Voltaire (1694-1778) foi lúcido ao avaliar o mundo que viria a produzir a Revolução Francesa 11 anos depois de sua morte: "Os homens erram, os grandes homens confessam que erraram. Os infinitamente pequenos têm um orgulho infinitamente grande". Catártico em suas exuberantes tomadas de batalha, esmagador em seu ensaio de desmitificação intimista, o belo "Napoleão", de Ridley Scott pode ser mesurado por essas duas frases, calçado na engenharia de efeitos visuais e efeitos especiais mais refinada que o diretor apresenta à telona desde seu inesquecível "Gladiador", lançado em 2000. O homem que Joaquin Phoenix esculpe com a espátula do mistério e o martelo da implosão não é um guerreiro flamboyant que se apavona a cada vitória, tampouco um monarca moleque, todo pimpão por ter o reinado francês sob seus ombros. Da mesma maneira como se ouvia em "Conan, o Bárbaro" (1982), de John Milius, o mestre da guerra estruturado por Ridley a partir do roteiro de David Scarpa custa a colocar "uma coroa sob sua pesada cabeça". Quando o faz, estende ao trono a política que aplicava no front: o populismo.
Eternizado num filme francês seminal de 1927, rodado por Abel Gance (1889-1981), Napoleão Bonaparte (1769-1821) foi um estrategista que alcançou múltiplos sucessos em batalhas com sua forma de aplicar lógicas geométricas na distribuição de seus canhões nos embates que travou em terras eslavas, africanas e mesmo em sua pátria. Ridley recria essa estratégia com o apoio de uma montagem equilibrada, que aproveita cada gota de adrenalina da mesma forma como valoriza cada palavra dos diálogos de Scarpa.
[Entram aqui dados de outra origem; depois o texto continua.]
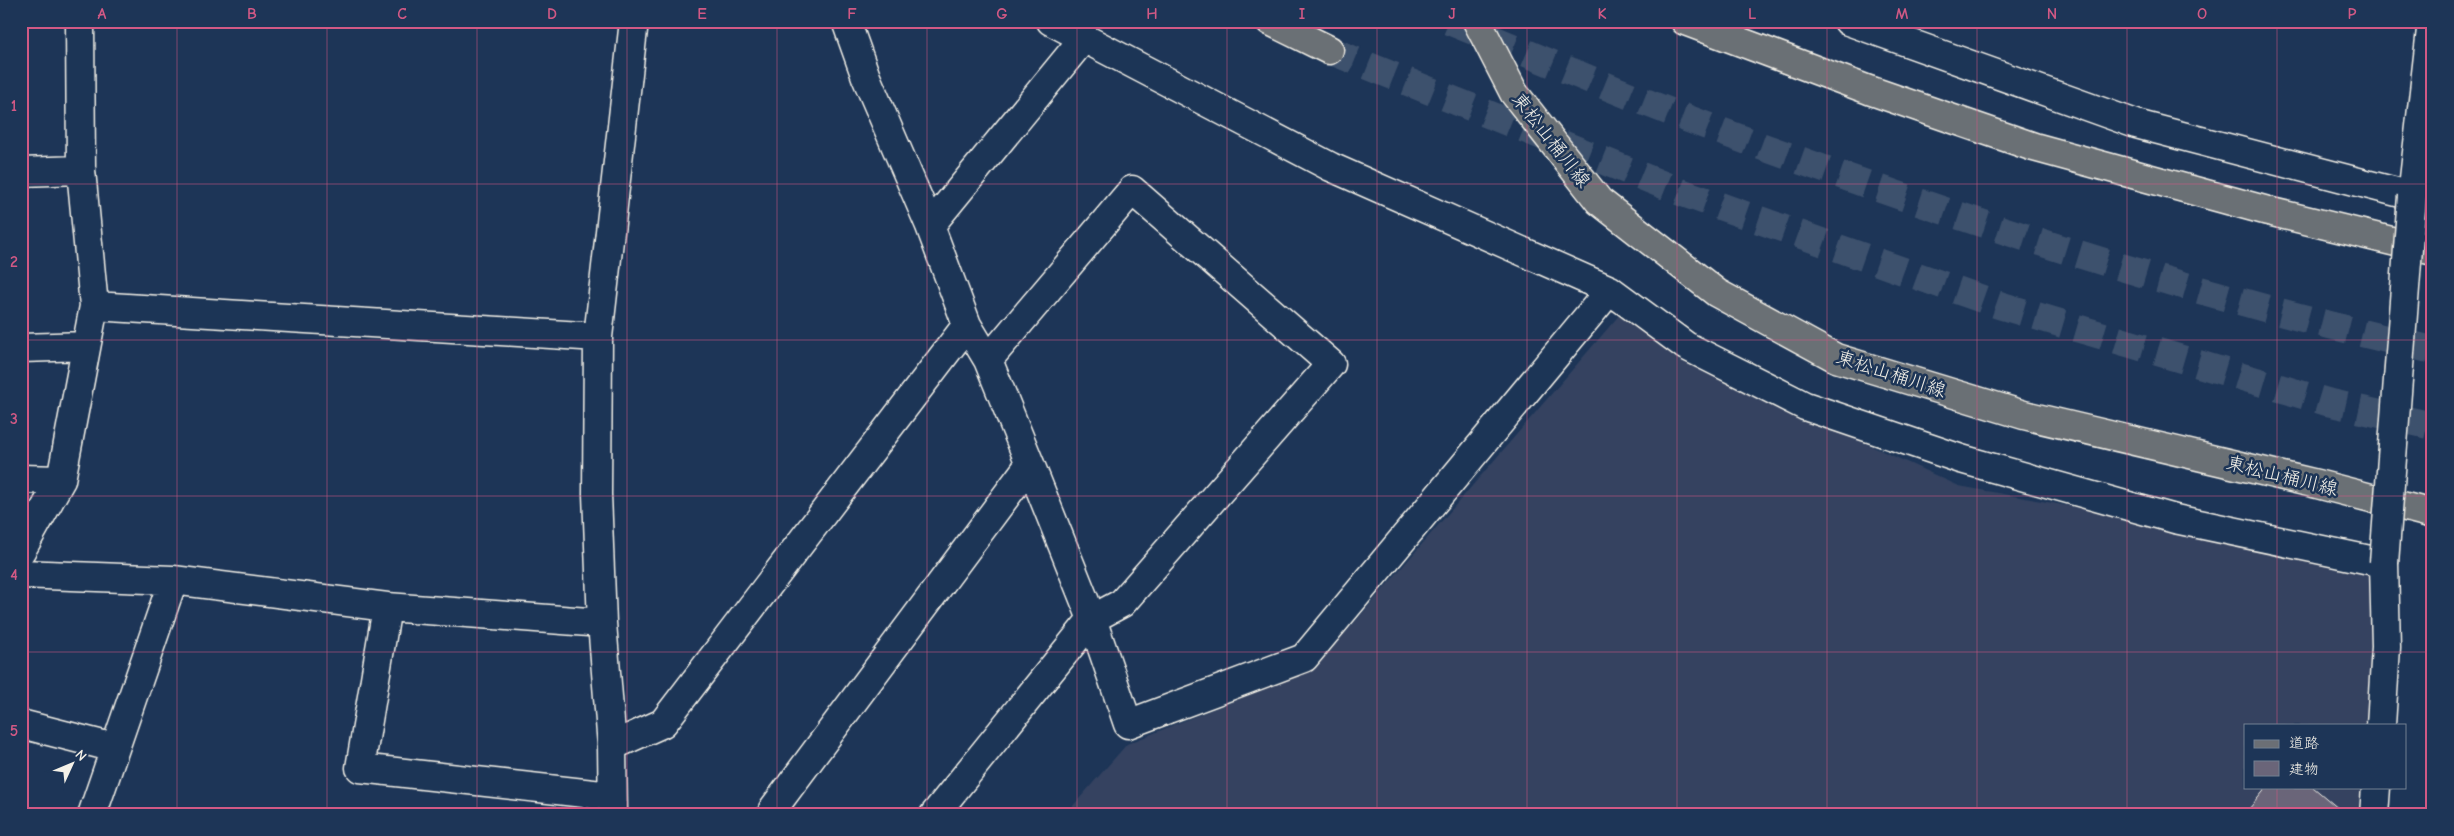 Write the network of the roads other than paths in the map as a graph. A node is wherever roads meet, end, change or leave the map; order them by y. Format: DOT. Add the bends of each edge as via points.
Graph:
graph roads {
  1 [pos="80,21"];
  2 [pos="634,21"];
  3 [pos="846,21"];
  4 [pos="1051,21"];
  5 [pos="1270,21"];
  6 [pos="1476,21"];
  7 [pos="1685,21"];
  8 [pos="1848,21"];
  9 [pos="2432,21"];
  10 [pos="1084,38"];
  11 [pos="1329,50"];
  12 [pos="81,170"];
  13 [pos="21,172"];
  14 [pos="2412,196"];
  15 [pos="930,226"];
  16 [pos="2433,251"];
  17 [pos="1610,290"];
  18 [pos="94,306"];
  19 [pos="967,325"];
  20 [pos="598,337"];
  21 [pos="86,346"];
  22 [pos="21,348"];
  23 [pos="988,360"];
  24 [pos="1030,464"];
  25 [pos="21,479"];
  26 [pos="61,480"];
  27 [pos="2433,514"];
  28 [pos="21,550"];
  29 [pos="2384,563"];
  30 [pos="21,574"];
  31 [pos="173,580"];
  32 [pos="387,607"];
  33 [pos="1092,619"];
  34 [pos="602,623"];
  35 [pos="21,724"];
  36 [pos="2381,724"];
  37 [pos="612,746"];
  38 [pos="115,748"];
  39 [pos="2376,788"];
  40 [pos="612,805"];
  41 [pos="92,815"];
  42 [pos="780,815"];
  43 [pos="934,815"];
  44 [pos="2374,815"];
  1 -- 12 [label="street"];
  2 -- 20 [label="street"];
  3 -- 15 [label="street" via="866,77"];
  4 -- 10 [label="street"];
  5 -- 11 [label="main road"];
  6 -- 27 [label="main road, 東松山桶川線" via="1514,93 1599,201 1716,293 1836,358 2024,415"];
  7 -- 16 [label="main road" via="2034,147 2268,211"];
  8 -- 14 [label="street" via="2136,124"];
  9 -- 14 [label="street"];
  10 -- 15 [label="street"];
  10 -- 17 [label="street" via="1331,167"];
  12 -- 13 [label="street"];
  12 -- 18 [label="street"];
  14 -- 29 [label="street, bridge"];
  15 -- 19 [label="street"];
  17 -- 29 [label="street" via="1686,346 1805,406 1961,459 2165,516"];
  17 -- 33 [label="street" via="1304,658 1128,724"];
  18 -- 20 [label="street"];
  18 -- 21 [label="street"];
  19 -- 23 [label="street"];
  19 -- 37 [label="street" via="663,722"];
  20 -- 34 [label="street" via="597,494"];
  21 -- 22 [label="street"];
  21 -- 26 [label="street"];
  23 -- 24 [label="street"];
  23 -- 33 [label="street" via="1132,190 1331,364 1122,603"];
  24 -- 33 [label="street"];
  24 -- 42 [label="street" via="773,809"];
  25 -- 26 [label="street"];
  26 -- 28 [label="street"];
  29 -- 36 [label="street" via="2386,647"];
  30 -- 31 [label="street"];
  31 -- 32 [label="street"];
  31 -- 38 [label="street"];
  32 -- 34 [label="street"];
  32 -- 40 [label="street" via="360,768"];
  33 -- 43 [label="street"];
  34 -- 37 [label="street"];
  35 -- 38 [label="street"];
  37 -- 40 [label="street"];
  38 -- 41 [label="street"];
  39 -- 44 [label="street"];
} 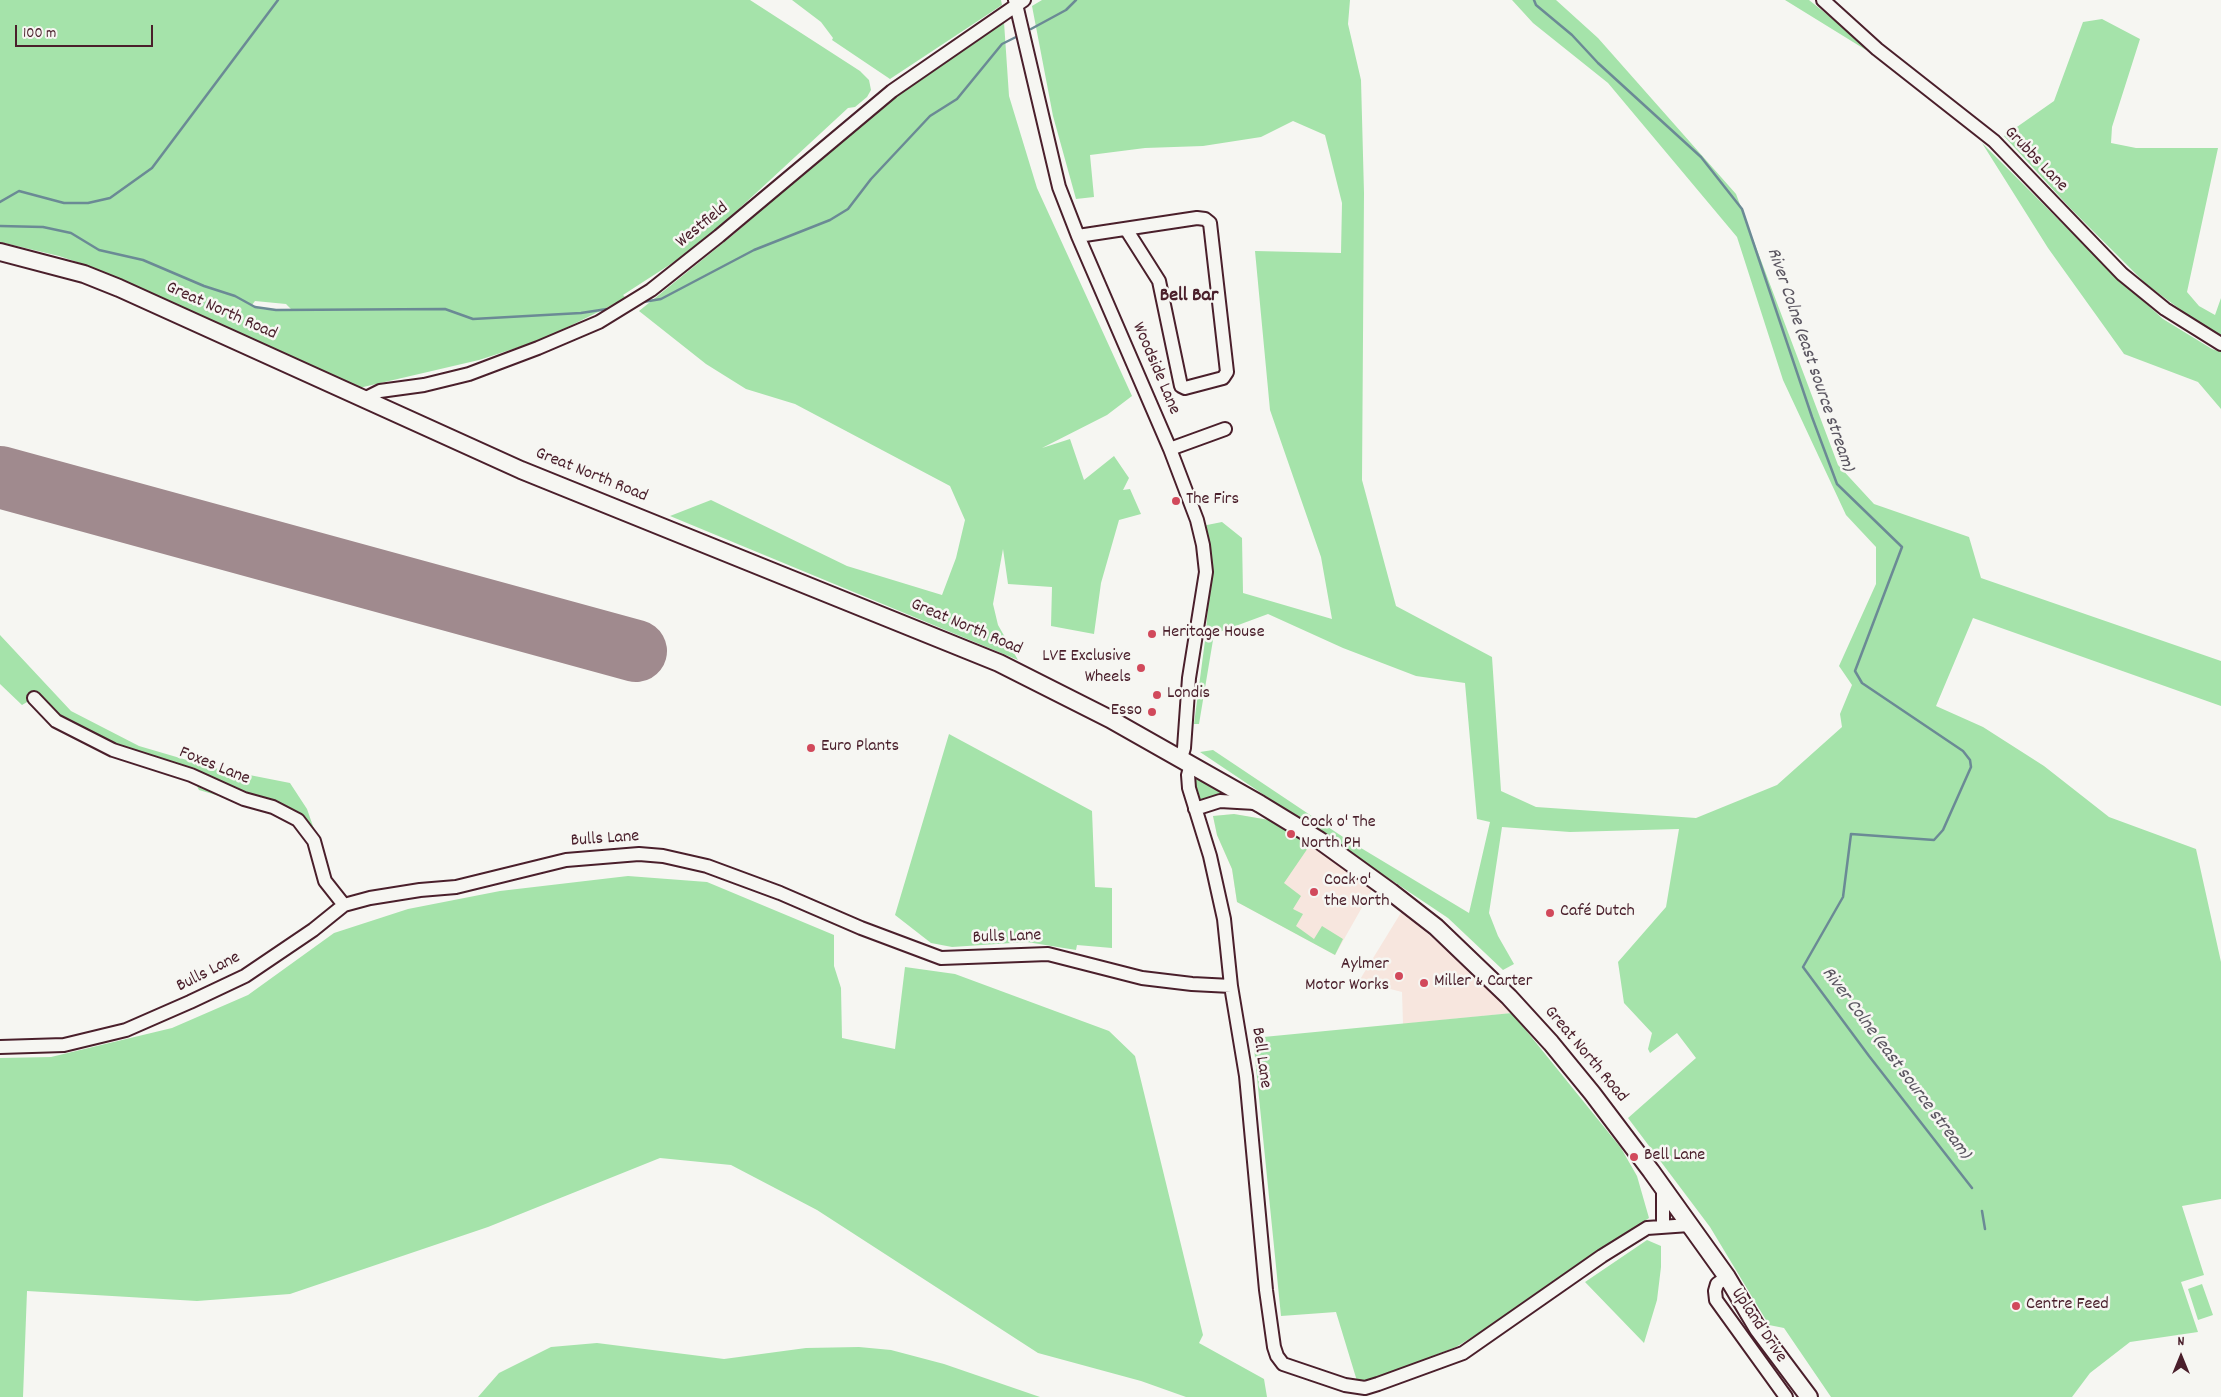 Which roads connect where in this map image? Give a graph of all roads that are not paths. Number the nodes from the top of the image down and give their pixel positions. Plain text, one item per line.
1 (1823, 0) edge
2 (1018, 2) edge
3 (1126, 229) junction
4 (1078, 236) junction
5 (0, 252) edge
6 (2221, 344) edge
7 (364, 399) junction
8 (1225, 429) dead end
9 (1170, 449) junction
10 (34, 698) dead end
11 (1186, 761) junction
12 (1260, 804) junction
13 (1194, 809) junction
14 (344, 905) junction
15 (1231, 986) junction
16 (0, 1047) edge
17 (1663, 1188) junction
18 (1689, 1225) junction
19 (1663, 1226) junction
20 (1727, 1277) junction
21 (1786, 1397) edge
22 (1809, 1397) edge

1 - 6 street, Grubbs Lane
2 - 4 street, Woodside Lane
2 - 7 street, Westfield
3 - 3 street
3 - 4 street
4 - 9 street, Woodside Lane
5 - 7 main road, Great North Road
7 - 11 main road, Great North Road
8 - 9 street
9 - 11 street, Woodside Lane
10 - 14 street, Foxes Lane
11 - 12 main road, Great North Road
11 - 13 street, Bell Lane
12 - 13 street
12 - 17 main road, Great North Road
13 - 15 street, Bell Lane
14 - 15 street, Bulls Lane
14 - 16 street, Bulls Lane
15 - 19 street, Bell Lane
17 - 18 main road, Great North Road
17 - 19 street
18 - 19 street, Bell Lane
18 - 20 main road, Great North Road
20 - 21 street, Upland Drive
20 - 22 main road, Great North Road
É difícil não alocar o longa-metragem numa trilogia de reconstituições históricas de alto relevo estético na obra do realizador, como "O Último Duelo" (2021) e "Os Duelistas", pelo qual ele recebeu a láurea de Melhor Filme de Estreia em Cannes, de um júri chefiado pelo neorrealista Roberto Rossellini (1906-1977). São três olhares sobre a vaidade em contextos de capa & espada.
Scarpa explora o lado vaidoso de Bonaparte sempre em relação à paixão voraz que ele tem pela França, num projeto de fazer dela o Sol da Europa no início do século XIX, no rescaldo do processo revolucionário de seu país. Há uma segunda paixão, Joséphine, mulher que vira sua bússola afetiva, ainda que nem sempre o mantenha nos rumos de um norte de calmaria. A atriz Vanessa Kirby faz dela uma figura empoderada, que desafia a obsessão de Napoleão em ter um herdeiro e ter o controle de todas as relações.
Amar bagunça seu coração, mas não tira seu foco do desejo de tornar o reino francês o centro da Terra. Esse foco se estabelece depois de sua gloriosa campanha no Egito e de seus avanços pelo gelo da Rússia. Mesmo gelo invernal que, mais adiante, há de congelar seu prestígio. É o encontro com o Duque de Wellington (numa interpretação luminosa de Rupert Everett) que soterra de uma vez a sua glória, numa troca de tiros e em duelos de espada fotografados com luzes plúmbeas pelo polonês Dariusz Wolski. A direção de fotografia dele - habitual parceiro de Ridley - é o grande trunfo do longa, que não larga de mão a analogia entre Bonaparte e toda uma linhagem de governantes populistas, incluindo Trump e Bolsonaro.
Como eles, o Bonaparte de Phoenix enxerga numa filosofia belicosa o estratagema para levar o povo na lábia e transformar pobres em seu gado. Vender a ideia de que massacrar adversários é uma trilha de grandeza faz dele um mito. Vimos essa história no Brasil. Vimos onde ela acaba. Vimos seus estragos. A França de Ridley Scott vê também. Cada pólvora queimada esfumaça o brio de uma pátria submissa a um projeto de força. Cena a cena, ao expor fragilidades que tiram de Napoleão sua retidão heroica, Ridley revela o quanto essa (vontade de) potência pode nunca se concretizar como ato, limitando-se a delírios. Delírios que ceifam vidas.
Empenhado hoje no projeto de filmar um faroeste, além de aparas de "Gladiator 2", filmado em Malta com Paul Mescal, Denzel Washington e Pedro Pascal, Ridley alcança em "Napoelão" o momento de maior harmonia em sua relação com as ciências sociais sem perder a dimensão de espetáculo que fez dele um Midas nas bilheterias. Embora "Blade Runner" (1982) e "Alien: O Oitavo Passageiro" (1979) sejam seus longas de maior culto, "Chuva Negra" (1989) já deixava evidente que, em sua cabeça, existe um analista do ódio, um estudioso da barbárie. Napoleão é seu Conan de farda. O Conan populista.